Questa è la ragione per la quale, nonostante il danno che la sua reputazione ha patito all’indomani della crisi finanziaria del 2008, Greenspan mantiene una enorme credibilità tra coloro che sperano di vedere una politica economica razionale in America. Se si dovessero presentare ragionevoli partners ad un negoziato da parte repubblicana, Greenspan dovrebbe essere alla loro testa.

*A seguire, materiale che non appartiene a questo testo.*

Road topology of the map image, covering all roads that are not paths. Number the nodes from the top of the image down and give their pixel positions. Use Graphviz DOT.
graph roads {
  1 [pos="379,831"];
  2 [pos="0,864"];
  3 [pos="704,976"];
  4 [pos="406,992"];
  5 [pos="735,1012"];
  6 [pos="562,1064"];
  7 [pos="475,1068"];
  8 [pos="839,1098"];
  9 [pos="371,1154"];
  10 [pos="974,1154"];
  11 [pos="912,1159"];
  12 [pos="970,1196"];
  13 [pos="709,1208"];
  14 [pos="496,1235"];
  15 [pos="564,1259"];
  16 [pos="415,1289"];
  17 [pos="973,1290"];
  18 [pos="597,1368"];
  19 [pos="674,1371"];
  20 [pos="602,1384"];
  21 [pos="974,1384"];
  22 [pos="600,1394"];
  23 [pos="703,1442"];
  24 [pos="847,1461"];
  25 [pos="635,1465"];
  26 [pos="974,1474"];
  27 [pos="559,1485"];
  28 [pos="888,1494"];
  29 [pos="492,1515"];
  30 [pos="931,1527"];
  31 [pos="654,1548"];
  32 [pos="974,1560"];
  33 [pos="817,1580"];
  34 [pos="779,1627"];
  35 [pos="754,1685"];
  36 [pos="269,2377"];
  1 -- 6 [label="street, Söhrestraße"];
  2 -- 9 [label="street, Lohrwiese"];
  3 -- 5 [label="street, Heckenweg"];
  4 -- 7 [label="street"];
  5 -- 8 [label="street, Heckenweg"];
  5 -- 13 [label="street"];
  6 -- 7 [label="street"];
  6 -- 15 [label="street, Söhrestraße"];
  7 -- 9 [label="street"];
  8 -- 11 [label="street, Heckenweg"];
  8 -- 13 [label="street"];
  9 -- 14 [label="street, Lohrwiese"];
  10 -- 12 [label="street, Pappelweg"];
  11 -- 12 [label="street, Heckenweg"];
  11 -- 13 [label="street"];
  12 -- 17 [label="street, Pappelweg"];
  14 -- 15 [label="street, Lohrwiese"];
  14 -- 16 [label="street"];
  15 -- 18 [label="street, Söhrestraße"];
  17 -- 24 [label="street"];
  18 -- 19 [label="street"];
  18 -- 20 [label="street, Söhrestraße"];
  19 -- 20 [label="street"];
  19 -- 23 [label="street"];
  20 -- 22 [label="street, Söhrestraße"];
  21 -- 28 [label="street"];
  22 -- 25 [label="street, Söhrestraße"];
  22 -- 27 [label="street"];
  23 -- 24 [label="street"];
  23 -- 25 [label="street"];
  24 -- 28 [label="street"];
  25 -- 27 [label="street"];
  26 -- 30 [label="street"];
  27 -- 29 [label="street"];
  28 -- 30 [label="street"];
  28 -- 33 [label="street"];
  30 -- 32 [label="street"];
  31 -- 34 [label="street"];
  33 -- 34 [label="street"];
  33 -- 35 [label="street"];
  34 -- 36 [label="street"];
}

Questa è la ragione per la quale trovo il suo nuovo libro “La mappa e il territorio” così deludente. Greenspan descrive il Dipartimento della Casa e dello Sviluppo Urbano degli Stati Uniti ed i suoi obbiettivi per costi sostenibili per gli alloggi, come se avessero giocato un ruolo di primo piano nel provocare la crisi del 2008. Inoltre, egli sostiene che la legislazione di riforma del sistema finanziario Dodd-Frank sia un fattore rilevante nell’impedire la ripresa. Nello stesso modo, sostiene che il “credito di imposta sul reddito da lavoro [2]” sia una minaccia alla fibra morale degli americani. Una parte troppo grande del libro scorre, come sostiene Steven Pearlstein del Washington Post, come se fosse stata presa di peso dal sito web di Mitt Romney della campagna elettore per le presidenziali del 2012.
I sei problemi con i quali ci misurammo io e gli altri quando arrivammo a Washington nel 1993 non sono stati risolti. La situazione della finanza pubblica di lungo periodo resta scoraggiante, seppure non così tremenda come avevamo timore potesse accadere. Il finanziamento della assistenza sanitaria resta un disastro, anche se abbiamo considerevoli motivi per sperare che la riforma di Obama abbia iniziato ad affrontare il problema. E non abbiamo avuto alcun progresso sul riscaldamento globale, su difendere una società incardinata sulla classe media o sul migliorare il sistema educativo per rendere l’eguaglianza delle opportunità una realtà. Né ci siamo misurati con la probabile caduta del reddito da pensione e dei patrimoni in una America che invecchia.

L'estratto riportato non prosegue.